Column order is alphabetical by product name, not by slot preference. A matrix that lists Voicify first when Voicify is alphabetically second reads as biased, and the buyer notices. The slot tag in the battlecard is what tells the rep how to position Voicify in the conversation; the column order in the matrix follows a deterministic rule the buyer can verify.
What Never Appears on the Matrix
Three categories of content live in the battlecard and stay there. First, slot mechanics — no A-or-B framing, no slot decision tree signals, no incumbent-versus-challenger language. Second, objection rebuttal language — the matrix is an evidence artifact, not a refutation artifact, and rebuttal phrasing belongs in the rep's hand during the call, not in the buyer's hand after it. Third, named customer references without explicit written permission — size-banded references are acceptable, identified ones are not. The neutralization filter at render time enforces all three. If a row in the battlecard fails any of the three tests, it does not surface on the buyer-facing version. For the full neutralization rule set, see our naming rules.
Render Once, Audit Twice
The matrix is rendered from the same source of truth as the battlecard. The implementation pattern is a single row-level data structure with two render modes: internal (slot-tagged, competitor-named, rebuttal-loaded) and external (slot-stripped, alphabetical, evidence-only). The QA checklist that audits the battlecard runs against both modes on the same quarterly cadence — the internal audit confirms the slot mechanics are correct; the external audit confirms the neutralization filter is working. For the audit shape, the QA checklist covers the row-level integrity tests that apply to both modes.

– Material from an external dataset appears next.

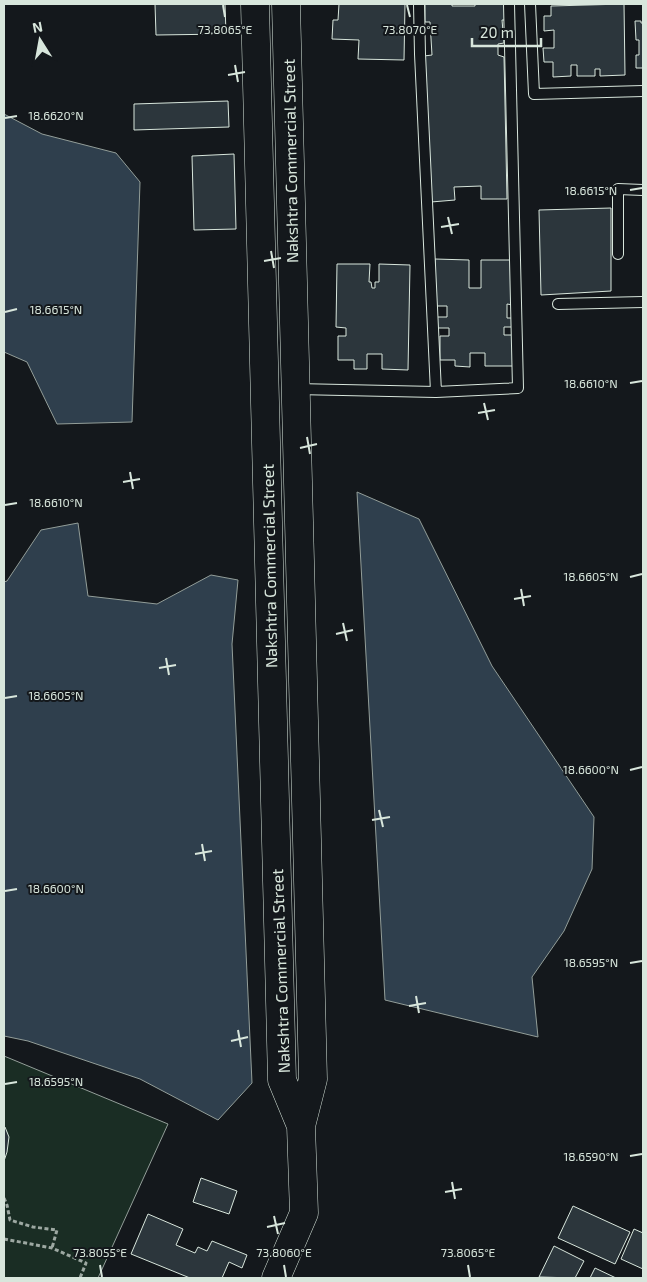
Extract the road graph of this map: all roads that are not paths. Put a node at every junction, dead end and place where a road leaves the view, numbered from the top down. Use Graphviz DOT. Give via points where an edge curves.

The win/loss debrief reads the matrix and the battlecard side by side. When a deal closes won, the post-call review confirms that the matrix the buyer received matches the slot the battlecard was rendered to — a slot-A deal whose matrix surfaced slot-B evidence rows is a render-time leak that the system needs to catch before the next render. When a deal closes lost, the review checks whether the matrix's roadmap row or pricing row was the cited reason, which feeds the next quarter's evidence refresh on those rows specifically. The matrix is not a one-time artifact. It is the externalized state of a system that lives behind it.